#### [Provided data]
=== Begin Enclosure ===

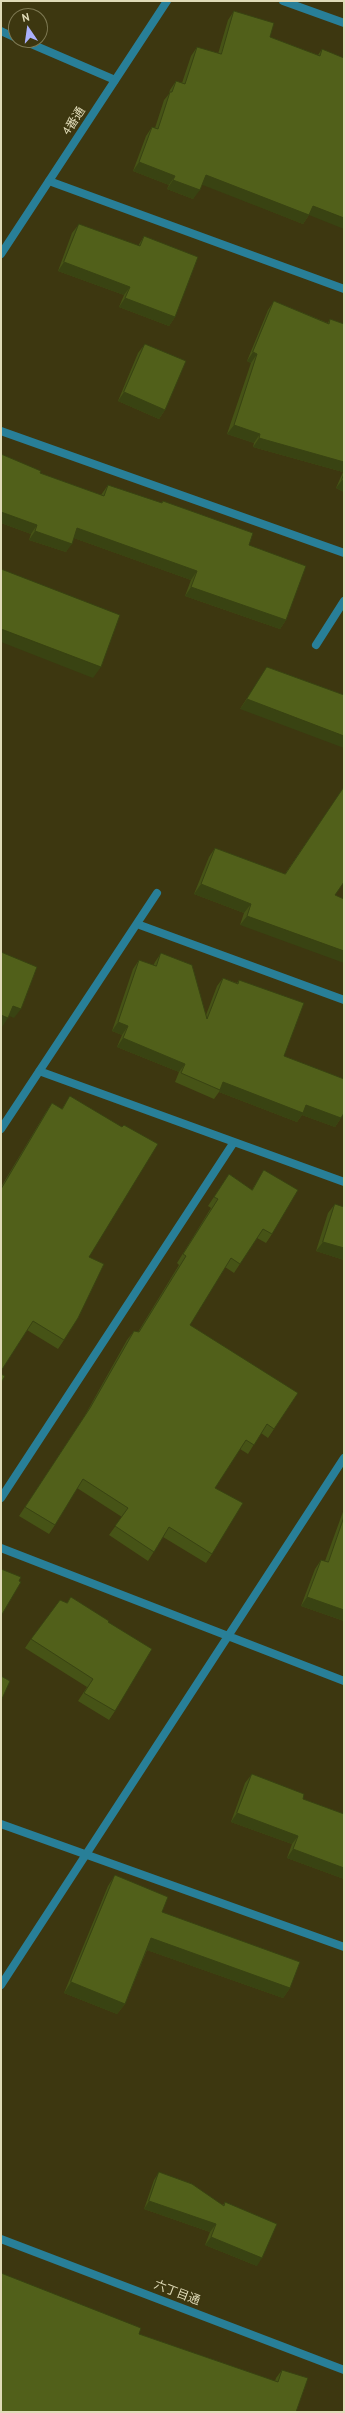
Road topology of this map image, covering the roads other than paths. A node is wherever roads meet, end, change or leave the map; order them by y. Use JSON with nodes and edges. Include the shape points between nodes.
{"nodes":[{"id":1,"x":167,"y":1,"type":"edge"},
{"id":2,"x":283,"y":1,"type":"edge"},
{"id":3,"x":344,"y":23,"type":"edge"},
{"id":4,"x":41,"y":48,"type":"edge"},
{"id":5,"x":115,"y":80,"type":"junction"},
{"id":6,"x":49,"y":181,"type":"junction"},
{"id":7,"x":1,"y":254,"type":"edge"},
{"id":8,"x":344,"y":289,"type":"edge"},
{"id":9,"x":1,"y":431,"type":"edge"},
{"id":10,"x":344,"y":553,"type":"edge"},
{"id":11,"x":344,"y":601,"type":"edge"},
{"id":12,"x":316,"y":644,"type":"dead end"},
{"id":13,"x":157,"y":893,"type":"dead end"},
{"id":14,"x":136,"y":924,"type":"junction"},
{"id":15,"x":344,"y":1000,"type":"edge"},
{"id":16,"x":39,"y":1072,"type":"junction"},
{"id":17,"x":1,"y":1129,"type":"edge"},
{"id":18,"x":234,"y":1142,"type":"junction"},
{"id":19,"x":344,"y":1182,"type":"edge"},
{"id":20,"x":344,"y":1458,"type":"edge"},
{"id":21,"x":1,"y":1498,"type":"edge"},
{"id":22,"x":1,"y":1548,"type":"edge"},
{"id":23,"x":228,"y":1636,"type":"junction"},
{"id":24,"x":344,"y":1681,"type":"edge"},
{"id":25,"x":1,"y":1824,"type":"edge"},
{"id":26,"x":85,"y":1856,"type":"junction"},
{"id":27,"x":344,"y":1948,"type":"edge"},
{"id":28,"x":1,"y":1985,"type":"edge"},
{"id":29,"x":1,"y":2239,"type":"edge"},
{"id":30,"x":344,"y":2370,"type":"edge"}],
"edges":[{"from":1,"to":5,"type":"street","name":"4番通"},
{"from":2,"to":3,"type":"street"},
{"from":4,"to":5,"type":"street"},
{"from":5,"to":6,"type":"street","name":"4番通"},
{"from":6,"to":7,"type":"street","name":"4番通"},
{"from":6,"to":8,"type":"street"},
{"from":9,"to":10,"type":"street"},
{"from":11,"to":12,"type":"street"},
{"from":13,"to":14,"type":"street"},
{"from":14,"to":15,"type":"street"},
{"from":14,"to":16,"type":"street"},
{"from":16,"to":17,"type":"street"},
{"from":16,"to":18,"type":"street"},
{"from":18,"to":19,"type":"street"},
{"from":18,"to":21,"type":"street"},
{"from":20,"to":23,"type":"street"},
{"from":22,"to":23,"type":"street"},
{"from":23,"to":24,"type":"street"},
{"from":23,"to":26,"type":"street"},
{"from":25,"to":26,"type":"street"},
{"from":26,"to":27,"type":"street"},
{"from":26,"to":28,"type":"street"},
{"from":29,"to":30,"type":"street","name":"六丁目通"}]}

=== End Enclosure ===

#### [Work request]
Return each line of the data that contains the string "edges".

#### [Solved problem]
Road topology of this map image, covering the roads other than paths. A node is wherever roads meet, end, change or leave the map; order them by y. Use JSON with nodes and edges. Include the shape points between nodes.
"edges":[{"from":1,"to":5,"type":"street","name":"4番通"},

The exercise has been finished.